# Kuk Sool Won & Hapkido ?



## TKDJUDO

Are Hapkido And Kuk Sool Won similar? They both are hybrid martial arts and use the same Technical Aspects but what's different about them ?


----------



## arnisador

Yes, they're similar at the base, but KSW has a much wider variety of techniques, esp. with respect to weaponry.


----------



## matt.m

I am afraid to touch the subject so please no flaming me after.  However, as I understand.....Won, Kwang Wha.....Ji, Han Jae....GGM Lee H. Park, Dad, or GM Hildebrand have never ever said that hapkido is a hybrid art.

It is a certain set of techniques, the are son mok soo, eui bok soo, kibbon soo, cane, knife defense, modified throwing and a bit of ground work. Combinations and a strong push to kicking.

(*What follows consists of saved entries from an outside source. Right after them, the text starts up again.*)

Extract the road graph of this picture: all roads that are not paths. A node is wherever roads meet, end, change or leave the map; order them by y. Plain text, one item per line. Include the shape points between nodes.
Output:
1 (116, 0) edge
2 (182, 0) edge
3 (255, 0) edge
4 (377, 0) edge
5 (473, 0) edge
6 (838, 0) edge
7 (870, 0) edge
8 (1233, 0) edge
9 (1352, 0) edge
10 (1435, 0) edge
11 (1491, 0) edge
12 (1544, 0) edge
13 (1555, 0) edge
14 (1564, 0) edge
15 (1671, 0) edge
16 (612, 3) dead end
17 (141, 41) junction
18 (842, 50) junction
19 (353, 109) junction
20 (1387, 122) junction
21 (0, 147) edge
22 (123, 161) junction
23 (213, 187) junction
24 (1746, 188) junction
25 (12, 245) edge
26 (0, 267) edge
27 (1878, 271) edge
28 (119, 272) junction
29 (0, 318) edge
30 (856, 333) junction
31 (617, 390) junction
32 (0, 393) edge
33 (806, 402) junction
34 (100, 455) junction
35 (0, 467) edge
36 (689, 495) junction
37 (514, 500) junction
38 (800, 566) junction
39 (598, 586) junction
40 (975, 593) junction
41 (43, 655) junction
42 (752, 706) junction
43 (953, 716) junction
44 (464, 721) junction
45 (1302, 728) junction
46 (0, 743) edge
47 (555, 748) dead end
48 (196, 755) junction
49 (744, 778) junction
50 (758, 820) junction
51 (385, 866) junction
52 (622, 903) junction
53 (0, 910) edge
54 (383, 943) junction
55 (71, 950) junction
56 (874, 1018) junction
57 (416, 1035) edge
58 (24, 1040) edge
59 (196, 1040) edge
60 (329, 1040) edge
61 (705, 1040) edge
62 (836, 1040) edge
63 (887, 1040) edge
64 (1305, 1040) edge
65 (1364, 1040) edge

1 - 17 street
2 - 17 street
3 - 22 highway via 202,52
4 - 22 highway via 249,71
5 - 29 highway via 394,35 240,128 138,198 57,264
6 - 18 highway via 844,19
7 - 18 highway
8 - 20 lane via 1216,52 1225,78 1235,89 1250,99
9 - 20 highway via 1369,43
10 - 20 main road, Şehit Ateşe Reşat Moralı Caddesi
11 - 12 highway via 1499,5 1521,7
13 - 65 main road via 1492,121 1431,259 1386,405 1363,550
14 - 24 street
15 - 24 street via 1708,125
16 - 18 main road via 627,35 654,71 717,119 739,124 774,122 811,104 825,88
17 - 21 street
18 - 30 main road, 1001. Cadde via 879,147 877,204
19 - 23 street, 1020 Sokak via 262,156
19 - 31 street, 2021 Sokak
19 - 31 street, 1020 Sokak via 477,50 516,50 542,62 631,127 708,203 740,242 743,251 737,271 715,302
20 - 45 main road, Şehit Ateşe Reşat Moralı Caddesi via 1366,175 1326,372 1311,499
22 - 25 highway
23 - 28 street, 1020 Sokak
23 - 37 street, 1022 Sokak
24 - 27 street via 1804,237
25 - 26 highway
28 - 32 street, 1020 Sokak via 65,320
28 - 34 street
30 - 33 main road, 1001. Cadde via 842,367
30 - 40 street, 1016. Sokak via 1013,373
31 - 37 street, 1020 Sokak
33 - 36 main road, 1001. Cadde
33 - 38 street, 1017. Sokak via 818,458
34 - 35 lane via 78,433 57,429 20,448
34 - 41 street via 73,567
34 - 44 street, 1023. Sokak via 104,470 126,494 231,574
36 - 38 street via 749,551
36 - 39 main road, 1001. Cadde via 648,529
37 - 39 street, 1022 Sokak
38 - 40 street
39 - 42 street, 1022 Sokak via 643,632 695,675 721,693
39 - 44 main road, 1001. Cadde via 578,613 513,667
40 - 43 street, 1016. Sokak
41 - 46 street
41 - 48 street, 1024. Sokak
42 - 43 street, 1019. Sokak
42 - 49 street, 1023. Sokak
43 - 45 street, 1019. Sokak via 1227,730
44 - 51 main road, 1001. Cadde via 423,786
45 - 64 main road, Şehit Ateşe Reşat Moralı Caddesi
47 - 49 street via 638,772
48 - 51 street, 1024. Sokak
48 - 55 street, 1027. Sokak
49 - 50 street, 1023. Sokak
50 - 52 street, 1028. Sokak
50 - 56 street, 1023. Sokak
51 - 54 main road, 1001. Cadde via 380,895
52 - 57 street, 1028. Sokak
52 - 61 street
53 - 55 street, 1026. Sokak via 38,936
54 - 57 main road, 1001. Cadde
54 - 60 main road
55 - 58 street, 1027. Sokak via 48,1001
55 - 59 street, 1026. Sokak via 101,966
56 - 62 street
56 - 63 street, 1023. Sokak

Very very dynamic kicking.  Kuk Sool Won and Hwarg-Do are arts as well.  I train with a J.R. West Black Belt that comes to our school on Thursday.  He has a set cirriculum from white to dan.  He is now learning Moo Sul Kwan.  It is all good.  However, I believe that "Hybrid Hapkido." if you will is totally non existent.  I mean, isn't there already one Jeet Kune Do?

Hapkido was never designed to be a hybrid art.  Choi taught 11 students differently for different reasons.  For example: Won, Kwang Wha was Suh, Bok Subs father's bodyguard.  Suh, Bok Sub's dad was a congressman in South Korea.  So Moo Sul Kwan hapkido is very dynamic, graceful, but direct winning techniques.  

Just my .02


----------



## Drac

Good post Matt...I never thought that Hapkido was a hybrid art...


----------



## howard

Hi,

IMO, almost all Hapkido taught today is a hybrid art. Here's why I believe that.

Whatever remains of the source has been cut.